Shtick Is an Anagram of Kitsch

March 24, 2009

The title of this post has been appropriated from a heady and brilliantly executed essay by one of MBP’s favorite writers, Garth Risk Hallberg (author of A Field Guide to the North American Family). Over at the literary blog The Millions, Hallberg has flayed Jonathan’s Littell’s The Kindly Ones.

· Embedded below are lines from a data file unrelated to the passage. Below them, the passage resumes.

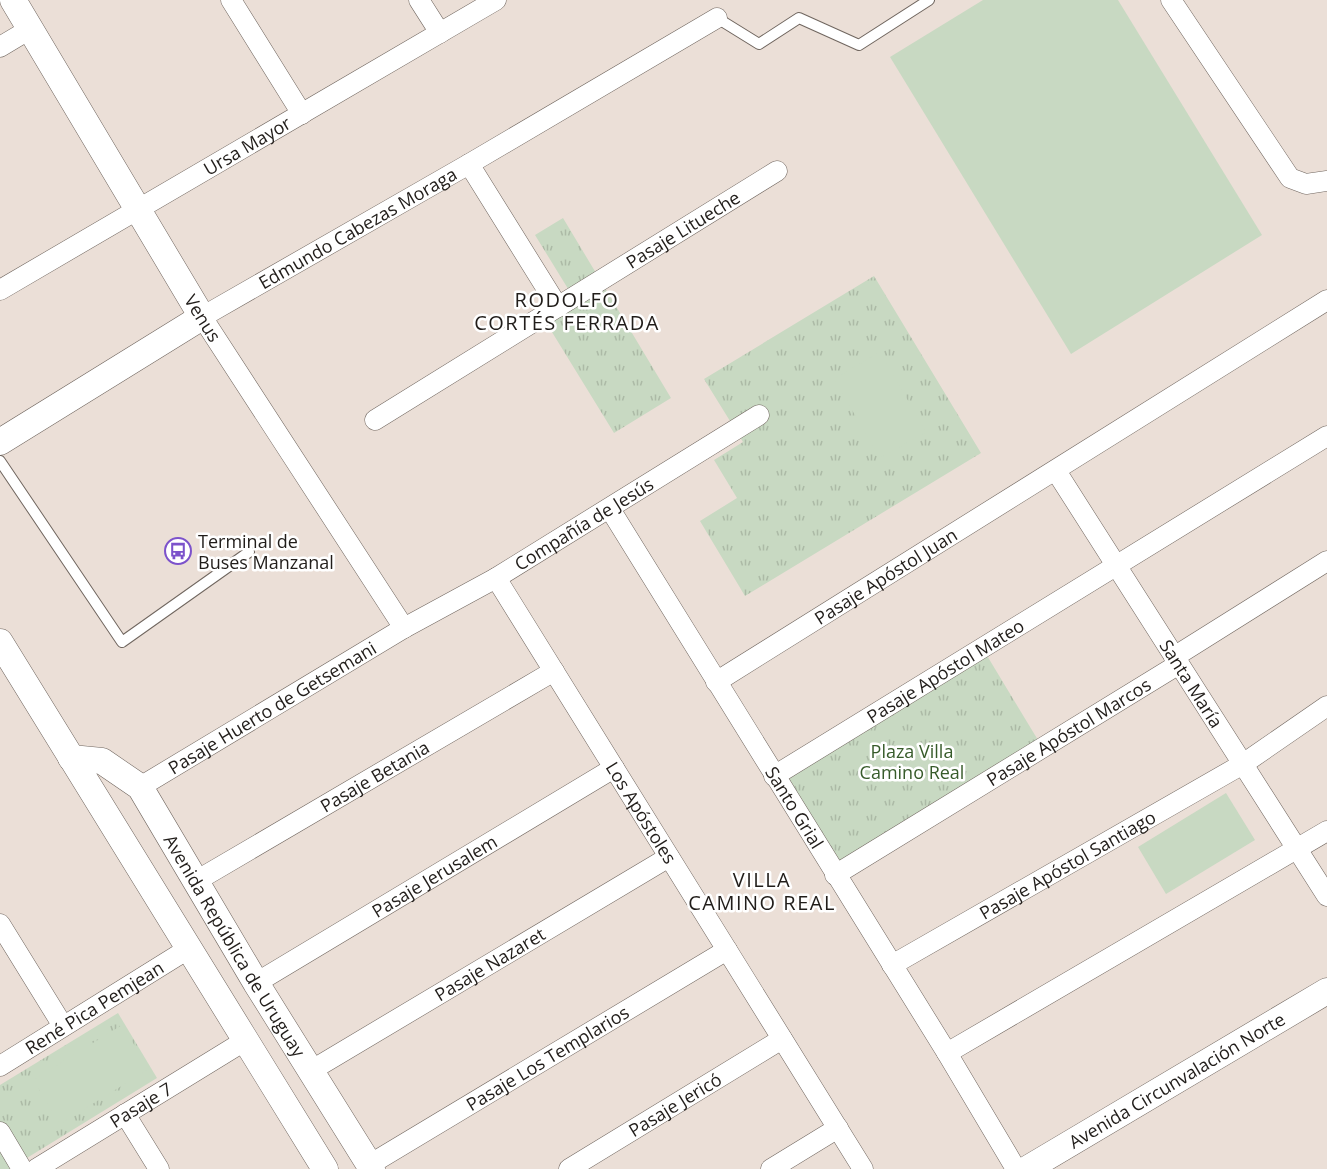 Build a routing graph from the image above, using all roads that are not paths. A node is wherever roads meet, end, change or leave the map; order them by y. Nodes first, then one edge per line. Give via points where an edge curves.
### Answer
1 (13, 0) edge
2 (231, 0) edge
3 (419, 0) edge
4 (496, 0) edge
5 (929, 0) edge
6 (1171, 0) edge
7 (717, 18) joint
8 (30, 29) junction
9 (440, 33) junction
10 (0, 47) edge
11 (302, 114) junction
12 (469, 164) junction
13 (777, 171) dead end
14 (1327, 181) edge
15 (138, 209) junction
16 (0, 290) edge
17 (1327, 300) edge
18 (558, 307) junction
19 (202, 317) junction
20 (759, 415) dead end
21 (375, 420) dead end
22 (1327, 436) edge
23 (0, 442) edge
24 (0, 461) edge
25 (1056, 471) junction
26 (609, 509) junction
27 (249, 552) dead end
28 (1327, 561) edge
29 (1116, 566) junction
30 (496, 578) junction
31 (404, 628) junction
32 (0, 642) edge
33 (1177, 661) junction
34 (554, 671) junction
35 (716, 682) junction
36 (1327, 706) edge
37 (71, 758) junction
38 (1243, 764) junction
39 (614, 768) junction
40 (774, 776) junction
41 (140, 787) junction
42 (1327, 831) edge
43 (1298, 849) junction
44 (669, 857) junction
45 (835, 875) junction
46 (196, 881) junction
47 (1327, 896) edge
48 (0, 924) edge
49 (188, 949) junction
50 (727, 950) junction
51 (892, 965) junction
52 (256, 983) junction
53 (1327, 991) edge
54 (63, 1026) junction
55 (782, 1039) junction
56 (246, 1040) junction
57 (947, 1053) junction
58 (0, 1066) edge
59 (312, 1070) junction
60 (125, 1114) junction
61 (837, 1128) junction
62 (0, 1132) edge
63 (371, 1167) edge
64 (22, 1169) edge
65 (36, 1169) edge
66 (159, 1169) edge
67 (325, 1169) edge
68 (569, 1169) edge
69 (771, 1169) edge
70 (863, 1169) edge
71 (1016, 1169) edge
72 (1027, 1169) edge

1 - 8 street, Venus
2 - 11 street
3 - 9 street
4 - 9 street, Ursa Mayor
5 - 7 lane via 859,45 799,18 759,44
6 - 14 street via 1290,178 1306,184
7 - 12 street, Edmundo Cabezas Moraga
8 - 10 street
8 - 15 street, Venus
9 - 11 street, Ursa Mayor
11 - 15 street, Ursa Mayor
12 - 18 street
12 - 19 street, Edmundo Cabezas Moraga
13 - 18 street, Pasaje Litueche
15 - 16 street, Ursa Mayor
15 - 19 street, Venus
17 - 25 street, Pasaje Apóstol Juan
18 - 21 street, Pasaje Litueche
19 - 23 street, Edmundo Cabezas Moraga
19 - 31 street, Venus
20 - 26 street, Compañía de Jesús
22 - 29 street, Pasaje Apóstol Mateo
24 - 27 lane via 122,642
25 - 29 street, Santa María
25 - 35 street, Pasaje Apóstol Juan
26 - 30 street, Compañía de Jesús
26 - 35 street, Santo Grial
28 - 33 street, Pasaje Apóstol Marcos
29 - 33 street, Santa María
29 - 40 street, Pasaje Apóstol Mateo
30 - 31 street, Compañía de Jesús
30 - 34 street, Los Apóstoles
31 - 41 street, Pasaje Huerto de Getsemani
32 - 37 street
33 - 38 street, Santa María
33 - 45 street, Pasaje Apóstol Marcos
34 - 39 street, Los Apóstoles
34 - 46 street, Pasaje Betania
35 - 40 street, Santo Grial
36 - 38 street, Pasaje Apóstol Santiago
37 - 41 street, Avenida República de Uruguay via 102,761
37 - 49 street
38 - 43 street, Santa María
38 - 51 street, Pasaje Apóstol Santiago
39 - 44 street, Los Apóstoles
39 - 52 street, Pasaje Jerusalem
40 - 45 street, Santo Grial
41 - 46 street, Avenida República de Uruguay
42 - 43 street
43 - 47 street, Santa María
43 - 57 street
44 - 50 street, Los Apóstoles
44 - 59 street, Pasaje Nazaret
45 - 51 street, Santo Grial
46 - 52 street, Avenida República de Uruguay
48 - 54 street
49 - 54 street, René Pica Pemjean
49 - 56 street
50 - 55 street, Los Apóstoles
50 - 63 street, Pasaje Los Templarios
51 - 57 street, Santo Grial
52 - 59 street, Avenida República de Uruguay
53 - 72 street, Avenida Circunvalación Norte
54 - 58 street, René Pica Pemjean
55 - 61 street, Los Apóstoles
55 - 68 street, Pasaje Jericó
56 - 60 street, Pasaje 7
56 - 67 street
57 - 71 street, Santo Grial
59 - 63 street, Avenida República de Uruguay
60 - 65 street, Pasaje 7
60 - 66 street
61 - 69 street
61 - 70 street, Los Apóstoles
62 - 64 street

More than a review of a novel, however, the piece examines the evolution of how writers, filmmakers and other artists use the Holocaust as the vehicle for their creative expressions.

Here is the essence of what Hallberg is getting at: “Artists young enough to ask interesting questions about, say, the eating habits and family lives of the Nazis, are artists whose aesthetic standards have been formed, not in the charnel-house of history, but in our fluid, polymorphously perverse popular culture.”

This assessment speaks to the technological trappings of our times and how an ever-growing battery of devices and doo-dads influences how we mediate history, whether from centuries ago or last week.

Of course, these overriding cultural tendencies also influence the visual presentation of ideas. Check out the “How Superman Would End the War” cartoon from the February 2, 1940, issue of Look Magazine and then the Punk Rock Holocaust 2 poster, brought to you by Vans.

Hallberg’s essay should be required reading for anyone that wants to use the word “postmodern.”